The story Veloso tells is one of tension and fear. He is held in solitary confinement at first and he feels his spirit ‘drying up’. Then he is transferred. At no point has he been interrogated. He does not even know why he has been arrested. A lot of his imprisonment seems to have involved waiting and dealing with his own fear. He repeats a quote from Roberto Duarte, a fellow Brazilian prisoner and musician: “When you are imprisoned, you are imprisoned forever.”

He is finally allowed to see his wife, Dedé. Most of the time during this interview Veloso tells his story calmly, even when things seem tense. But he tells the story of a Sergeant, whose name he cannot remember, who let Dedé into his cell. The Sergeant walked away and left them to it. On that same visit Dedé gave him a Brazilian photo news magazine, which included the first pictures of the Earth from space. The interviewer gives Veloso a copy of that magazine, and he flicks through the pages. And a combination of the actual magazine, of his memories of Dedé and the nameless Sergeant – who ended up being arrested himself - breaks him down. He asks to stop filming. It turns out these photographs led to him writing a song “Terra”.

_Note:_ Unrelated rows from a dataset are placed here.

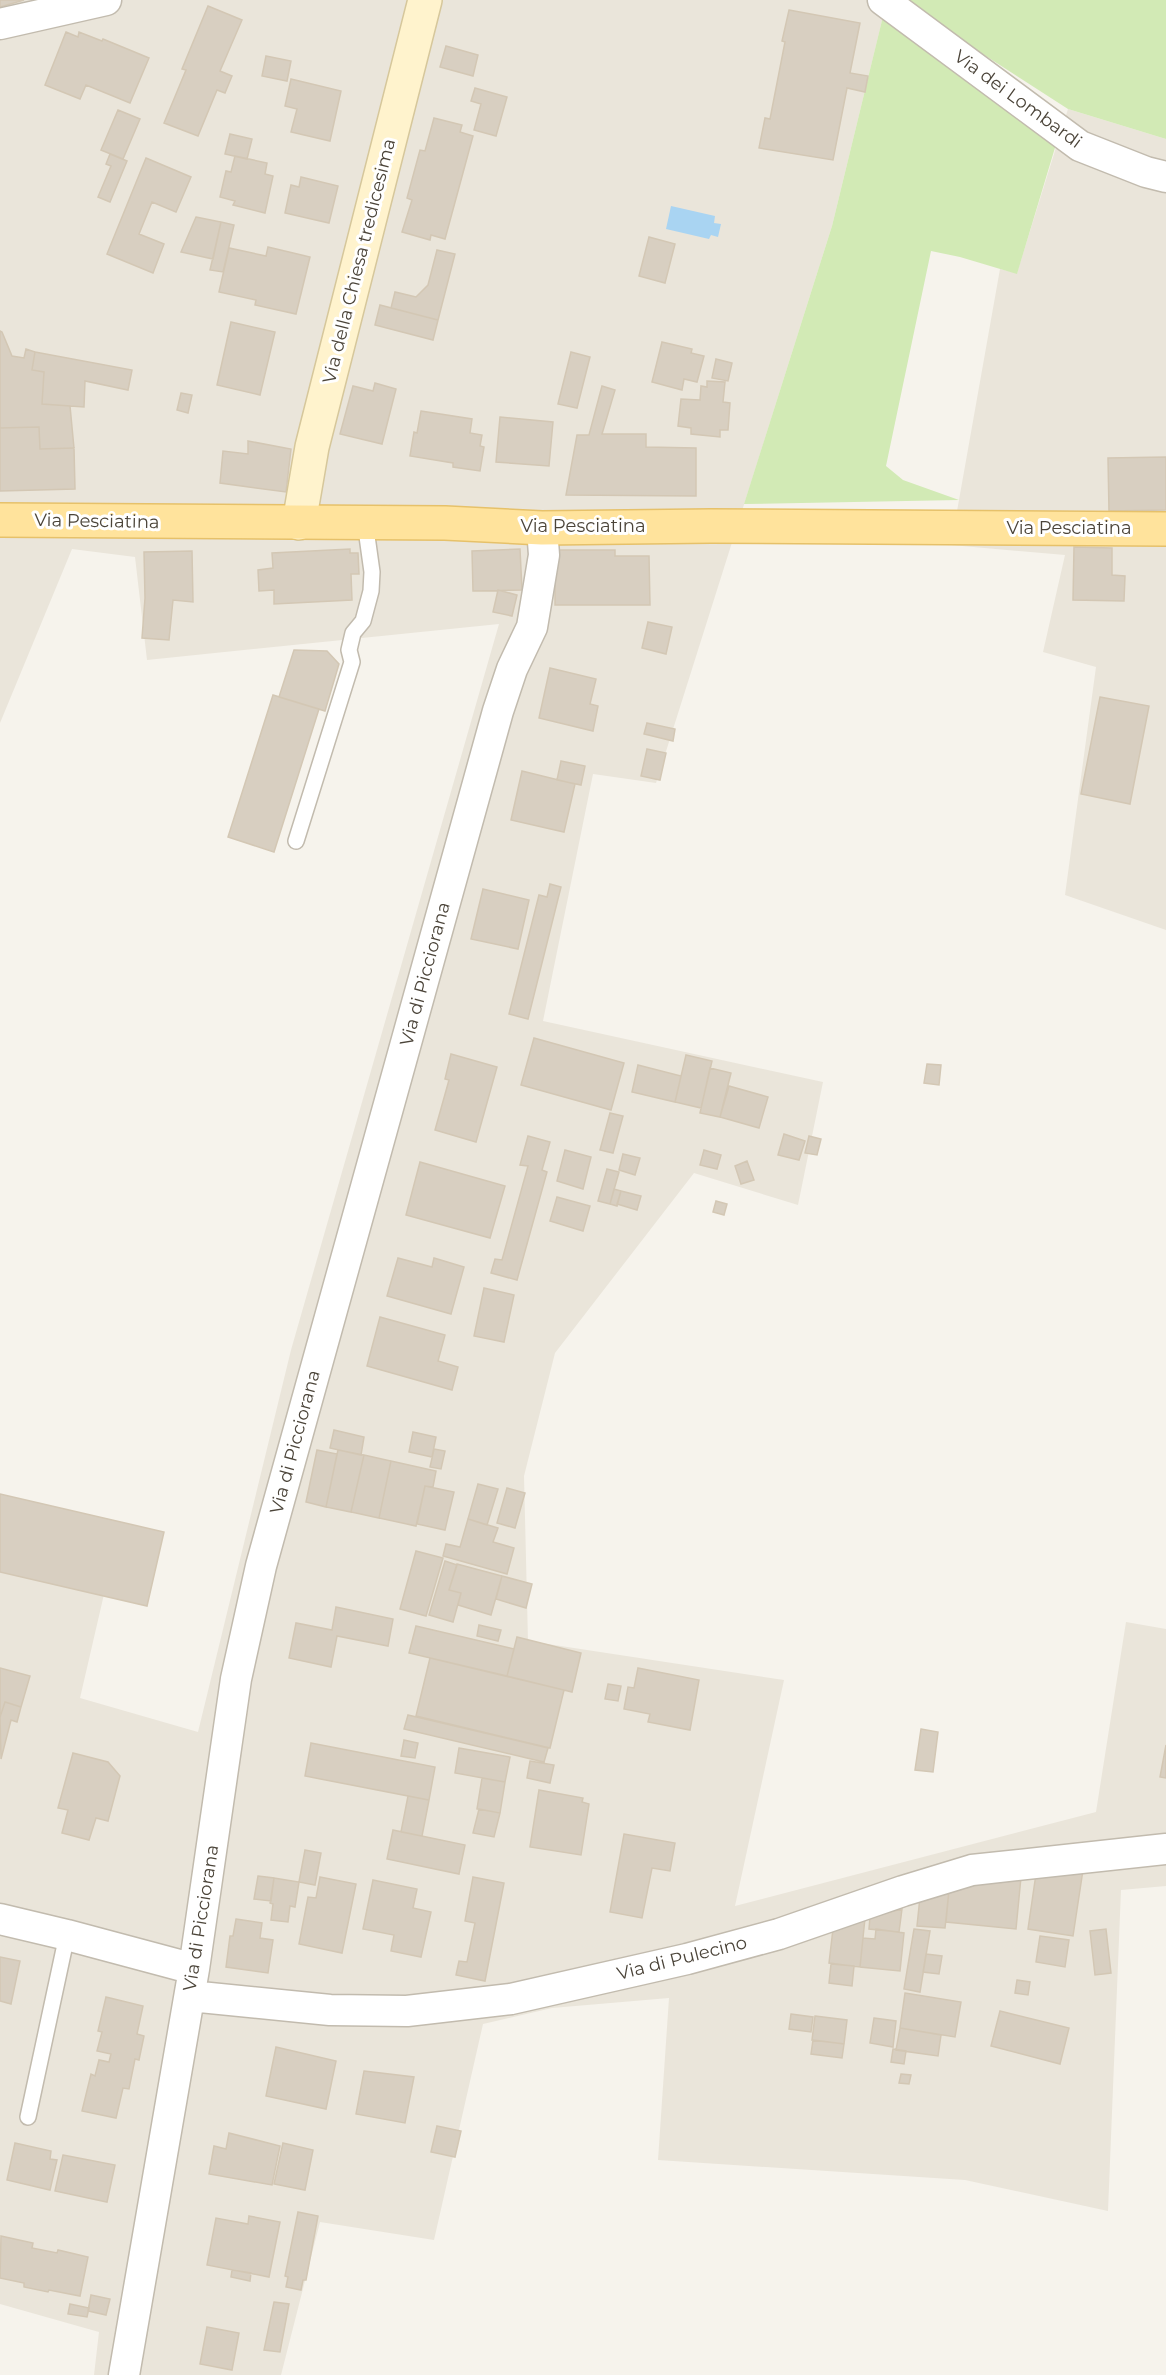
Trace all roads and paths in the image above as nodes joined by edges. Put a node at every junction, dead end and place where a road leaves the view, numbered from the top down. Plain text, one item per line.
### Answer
1 (106, 0) edge
2 (425, 0) edge
3 (883, 0) edge
4 (0, 24) edge
5 (1166, 177) edge
6 (0, 520) edge
7 (365, 522) junction
8 (299, 523) junction
9 (542, 528) junction
10 (1166, 529) edge
11 (296, 841) dead end
12 (1166, 1849) edge
13 (0, 1919) edge
14 (67, 1935) junction
15 (192, 1983) junction
16 (28, 2117) dead end
17 (124, 2375) edge

1 - 4 street
2 - 8 street, Via della Chiesa tredicesima
3 - 5 street, Via dei Lombardi
6 - 8 main road, Via Pesciatina
7 - 8 main road, Via Pesciatina
7 - 9 main road, Via Pesciatina
7 - 11 lane
9 - 10 main road, Via Pesciatina
9 - 15 street, Via di Picciorana
12 - 15 street, Via di Pulecino
13 - 14 street, Via di Pulecino
14 - 15 street, Via di Pulecino
14 - 16 lane
15 - 17 street, Via di Picciorana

There is not much of his music in the film, but he sings “Terra” and “Hey Jude”, by The Beatles. It was a song that came to mean a lot to him in captivity its ending seeming like a promise of release. It became a superstition to him. Hearing it raised his spirits.

Eventually Veloso is interrogated. They have the notes of his interrogation and Veloso reads them out. He finds the style funny. He laughs a lot and then catches himself. He is laughing, he says, but it is not funny. It was serious.

Of course, finally he was released. But that too is a shock and when he talks about his reaction to arriving home you can feel how he almost lost his mind – he compares it to a bad drug trip he once had. The film pretty much ends there but Veloso, and his friend Gilberto Gil ended up in exile in London for a couple of years before returning to Brazil.

One of the interesting threads in Veloso story is the role of class in how people were treated and their reactions to their guards. Indeed, at one point, Veloso points out that class still effects certain parts of society are treated by the authorities. He says, and Ava DuVernay’s excellent documentary 13th makes a similar point about the US prison system – “That’s nothing but a reaffirmation of slavery.” There is a Kafkaesque story of mistaken identity.

This film allows Veloso to tell his own story, in his own words. There are no visual tricks. We just see Veloso in his chair talking, until almost right at the end. The interviewer only asks a handful of questions and never gets in the way. Mostly Caetano Veloso is allowed to just talk, and he has a story worth listening to.